James has built a reputation, in part, around her promises to hold Trump and his associates accountable for alleged misdeeds, and she sued his administration several times over policy decisions that affected New Yorkers. It was not immediately clear whether the scope of her interest in Bannon, who helped engineer Trump’s 2016 election victory and later served as White House strategist, goes beyond his alleged role in what federal prosecutors characterized last summer as a lucrative ploy to defraud donors of a private effort to expand the U.S.-Mexico border wall.

Former White House chief strategist Steve Bannon was charged Aug. 20, 2020 with defrauding donors to an online fundraising campaign to build a border wall. (Zach Purser Brown/The Washington Post)

Vance’s investigation is focused on the same allegations charged in Bannon’s federal indictment, people familiar with the investigation said.

Bannon, along with three others, was indicted in U.S. District Court for the Southern District of New York on charges of stealing funds from their “We Build The Wall” campaign. Federal prosecutors alleged he pocketed more than $1 million after representing to supporters that all funds collected through the effort would be used for wall construction.

Bannon denied any wrongdoing, as did the others. They have not been charged with any crimes by state authorities, but the ongoing federal case does not preclude that from happening.

Bannon’s attorney Robert Costello did not respond to a request for comment. Spokespeople for Vance and for James declined to comment.

Trump’s pardon, a one-page document bearing a Justice Department seal, clears Bannon of “offenses charged” in the border-wall donation drive and “for any other offenses” that could be charged in connection to it.

Presidential pardons do not apply to state investigations.

Such collaboration between the attorney general and the district attorney is rare. The two law enforcement officials are overseeing separate inquiries into Trump and his business dealings, investigations focused on whether the values of certain assets were manipulated to gain tax benefits and favorable loan rates in violation of the state law, but it is not believed the two agencies are coordinating. While Vance is considering whether to bring criminal charges against Trump and his business associates, James is pursuing a civil investigation.

The former president has dismissed both matters as politically motivated.

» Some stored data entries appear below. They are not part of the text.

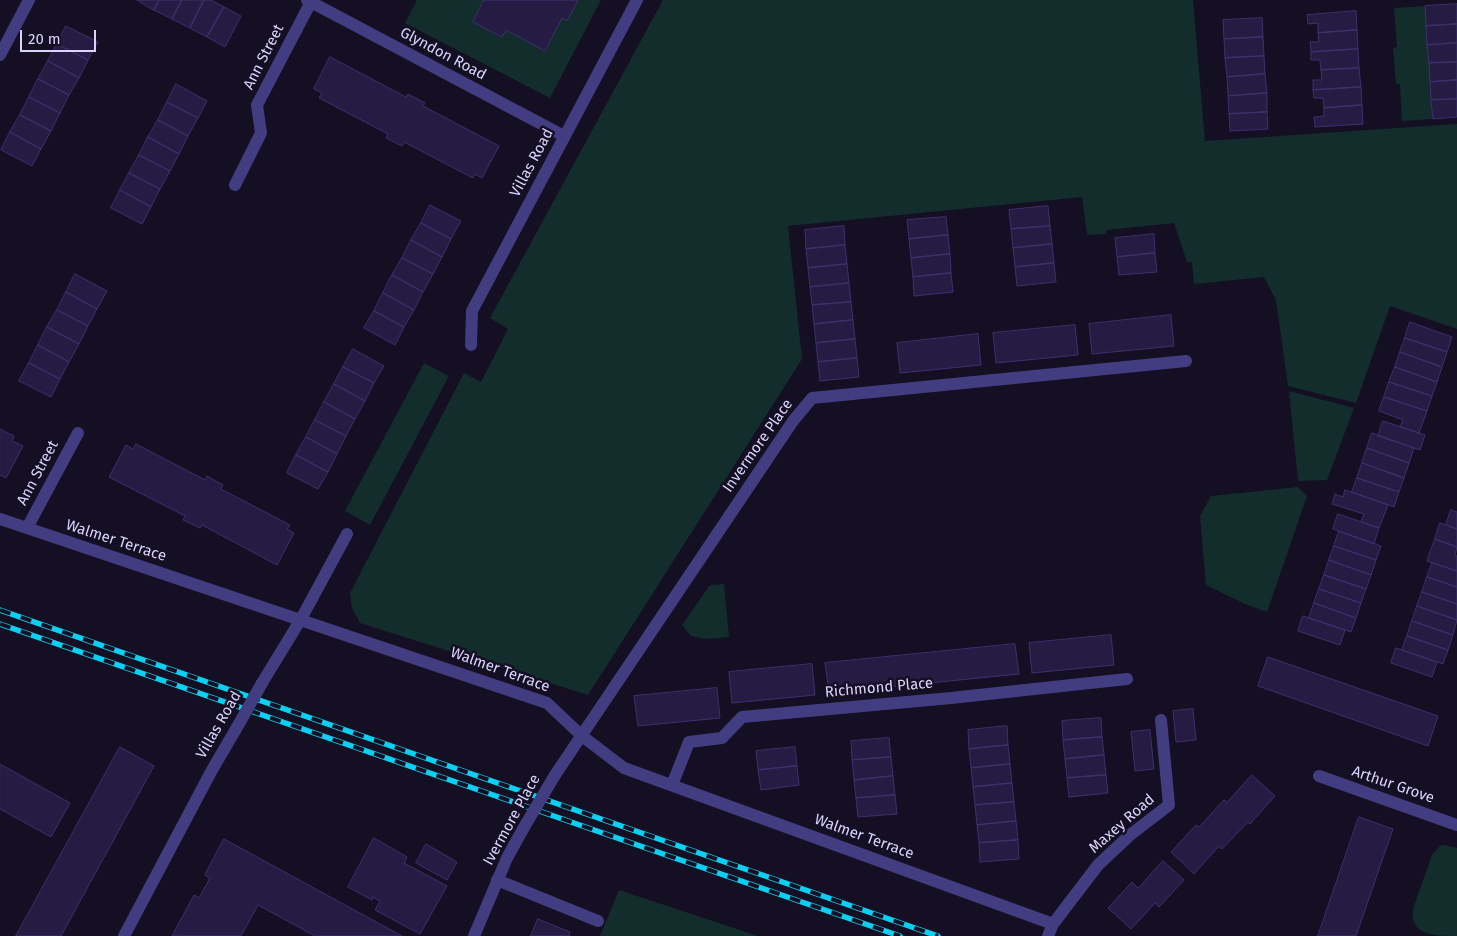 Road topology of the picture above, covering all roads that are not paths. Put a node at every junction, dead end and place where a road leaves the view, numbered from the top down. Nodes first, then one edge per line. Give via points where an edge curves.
1 (29, 0) edge
2 (637, 0) edge
3 (310, 1) edge
4 (0, 55) edge
5 (564, 136) junction
6 (235, 185) dead end
7 (471, 345) dead end
8 (1186, 361) dead end
9 (78, 433) dead end
10 (0, 519) edge
11 (27, 528) junction
12 (347, 534) dead end
13 (301, 619) junction
14 (1128, 679) dead end
15 (1161, 720) dead end
16 (582, 736) junction
17 (556, 775) joint
18 (1319, 776) dead end
19 (672, 785) junction
20 (1457, 825) edge
21 (497, 880) junction
22 (598, 921) dead end
23 (1053, 924) junction
24 (124, 936) edge
25 (474, 936) edge
26 (1048, 936) edge

1 - 4 street
2 - 5 street, Villas Road
3 - 5 street, Glyndon Road
3 - 6 street, Ann Street via 257,105 261,133
5 - 7 street, Villas Road via 472,311
8 - 16 street, Invermore Place via 812,398 793,421
9 - 11 street, Ann Street
10 - 11 street, Walmer Terrace
11 - 13 street, Walmer Terrace
12 - 13 street, Villas Road
13 - 16 street, Walmer Terrace via 547,702
13 - 24 street, Villas Road, bridge via 212,770
14 - 19 street, Richmond Place via 742,717 722,738 689,742
15 - 23 street, Maxey Road via 1169,804 1130,834 1098,865
16 - 17 street, Invermore Place
16 - 19 street, Walmer Terrace via 624,768
17 - 21 street, Ivermore Place, bridge via 506,858
18 - 20 street, Arthur Grove
19 - 23 street, Walmer Terrace
21 - 22 street, Ivermore Place
21 - 25 street, Ivermore Place
23 - 26 street, Maxey Road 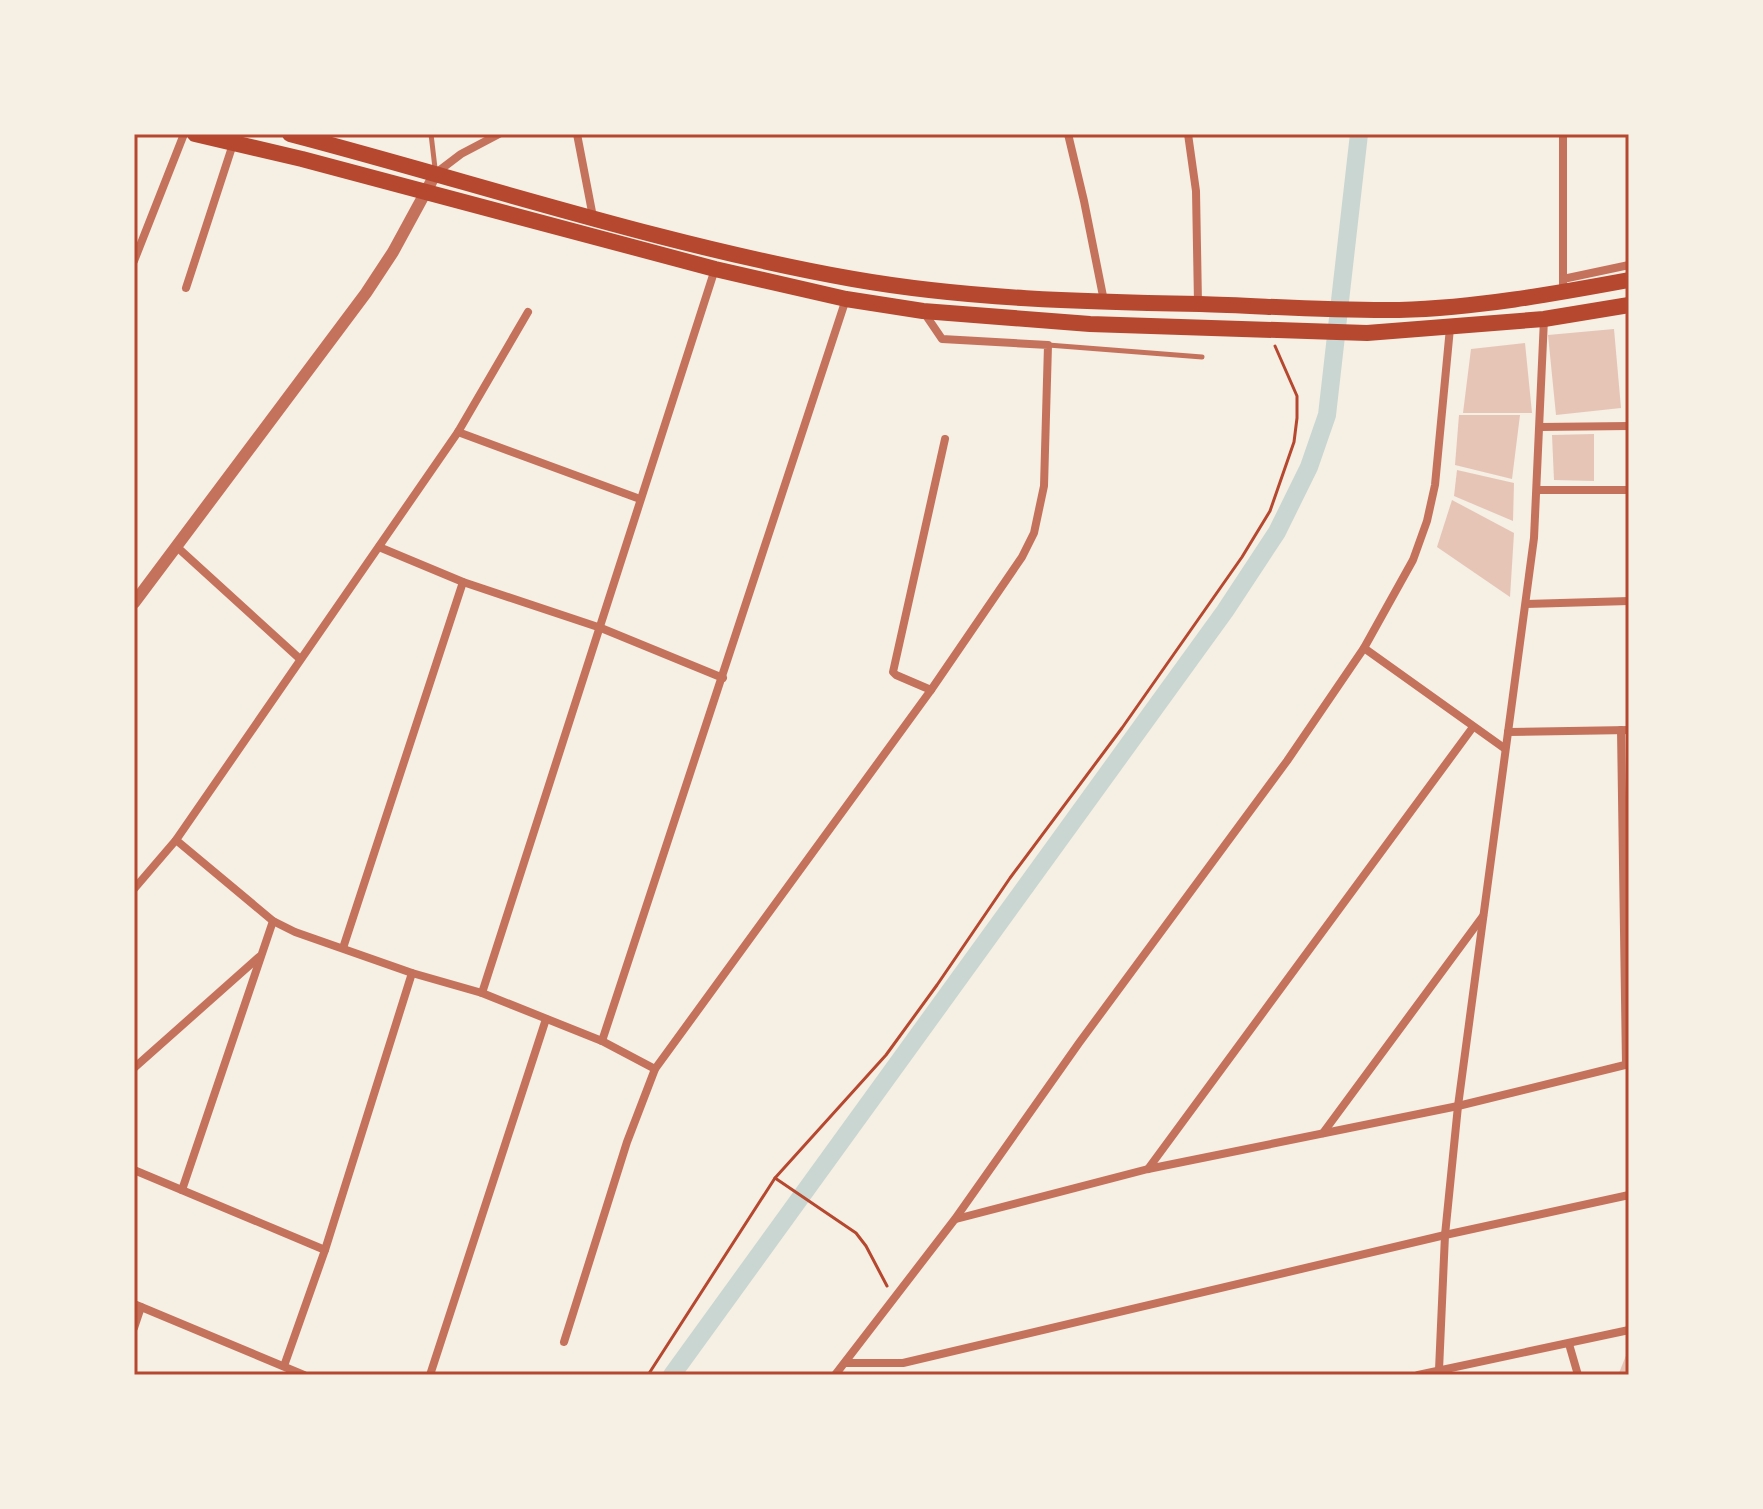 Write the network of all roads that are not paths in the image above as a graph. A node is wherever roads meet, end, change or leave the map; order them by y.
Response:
1 (184, 134) edge
2 (195, 134) edge
3 (290, 134) edge
4 (431, 134) edge
5 (499, 134) edge
6 (577, 134) edge
7 (1068, 134) edge
8 (1188, 134) edge
9 (1564, 134) edge
10 (233, 144) junction
11 (436, 173) junction
12 (426, 194) junction
13 (593, 217) junction
14 (134, 261) edge
15 (1629, 265) edge
16 (715, 269) junction
17 (1629, 280) edge
18 (1563, 286) junction
19 (186, 288) dead end
20 (846, 299) junction
21 (1104, 302) junction
22 (1198, 304) junction
23 (1629, 305) edge
24 (923, 311) junction
25 (528, 312) dead end
26 (1544, 319) junction
27 (1450, 328) junction
28 (1048, 345) junction
29 (1202, 357) dead end
30 (1629, 426) edge
31 (1541, 427) junction
32 (458, 432) junction
33 (945, 439) dead end
34 (1537, 490) junction
35 (1629, 490) edge
36 (640, 499) junction
37 (177, 547) junction
38 (379, 547) junction
39 (463, 582) junction
40 (1629, 601) edge
41 (134, 603) edge
42 (1526, 604) junction
43 (601, 628) junction
44 (1364, 648) junction
45 (300, 659) junction
46 (723, 678) junction
47 (931, 690) junction
48 (1473, 727) junction
49 (1625, 730) edge
50 (1508, 732) junction
51 (1504, 748) junction
52 (176, 840) junction
53 (134, 889) edge
54 (1484, 916) junction
55 (273, 921) junction
56 (343, 948) junction
57 (259, 956) junction
58 (412, 973) junction
59 (482, 993) junction
60 (546, 1019) junction
61 (602, 1041) junction
62 (1627, 1064) edge
63 (134, 1068) edge
64 (655, 1069) junction
65 (1458, 1106) junction
66 (1323, 1133) junction
67 (1148, 1169) junction
68 (134, 1170) edge
69 (182, 1190) junction
70 (1629, 1195) edge
71 (955, 1219) junction
72 (1445, 1235) junction
73 (325, 1250) junction
74 (137, 1306) edge
75 (134, 1328) edge
76 (1629, 1330) edge
77 (564, 1342) dead end
78 (1569, 1344) junction
79 (845, 1363) junction
80 (284, 1366) junction
81 (1439, 1370) junction
82 (304, 1375) edge
83 (430, 1375) edge
84 (835, 1375) edge
85 (1418, 1375) edge
86 (1578, 1375) edge

1 - 14 street
2 - 10 highway
3 - 11 highway
4 - 11 lane
5 - 11 street
6 - 13 street
7 - 21 street
8 - 22 street
9 - 18 street
10 - 12 highway
10 - 19 street
11 - 12 street
11 - 13 highway
12 - 16 highway
12 - 37 street
13 - 21 highway
15 - 18 street
16 - 20 highway
16 - 36 street
17 - 18 highway
18 - 22 highway
20 - 24 highway
20 - 46 street
21 - 22 highway
23 - 26 highway
24 - 27 highway
24 - 28 street
25 - 32 street
26 - 27 highway
26 - 31 street
27 - 44 street
28 - 29 lane
28 - 47 street
30 - 31 street
31 - 34 street
32 - 36 street
32 - 38 street
33 - 47 street
34 - 35 street
34 - 42 street
36 - 43 street
37 - 41 street
37 - 45 street
38 - 39 street
38 - 45 street
39 - 43 street
39 - 56 street
40 - 42 street
42 - 50 street
43 - 46 street
43 - 59 street
44 - 48 street
44 - 71 street
45 - 52 street
46 - 61 street
47 - 64 street
48 - 51 street
48 - 67 street
49 - 50 street
49 - 62 street
50 - 51 street
51 - 54 street
52 - 53 street
52 - 55 street
54 - 65 street
54 - 66 street
55 - 56 street
55 - 57 street
56 - 58 street
57 - 63 street
57 - 69 street
58 - 59 street
58 - 73 street
59 - 60 street
60 - 61 street
60 - 83 street
61 - 64 street
62 - 65 street
64 - 77 street
65 - 66 street
65 - 72 street
66 - 67 street
67 - 71 street
68 - 69 street
69 - 73 street
70 - 72 street
71 - 79 street
72 - 79 street
72 - 81 street
73 - 80 street
74 - 75 street
74 - 80 street
76 - 78 street
78 - 81 street
78 - 86 street
79 - 84 street
80 - 82 street
81 - 85 street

As state attorney general, James has original jurisdiction over money laundering cases in New York, one person familiar with the collaboration between her office and Vance’s said, while the district attorney can prosecute any criminal offense suspected of occurring in Manhattan. It is possible Bannon could face criminal prosecution and potential civil action, although it is not clear whether such a consideration has been discussed.

Vance, a third-term elected prosecutor, will not seek reelection this year, so it is likely that any case against Bannon — or Trump — would be overseen at the trial stage by his successor.

It is also unclear whether federal prosecutors in Manhattan are assisting state investigators in their Bannon inquiry. A spokesman for the U.S. attorney’s office declined to comment.

Bannon’s three co-defendants in the federal case did not receive pardons from Trump, and the U.S. attorney’s office in New York is preparing for trial against them. Federal prosecutors are fighting the formal dismissal of Bannon’s indictment, arguing to a federal judge that Trump’s pardon does not mean the case has to be wiped from the docket, only that federal proceedings against him cannot go forward.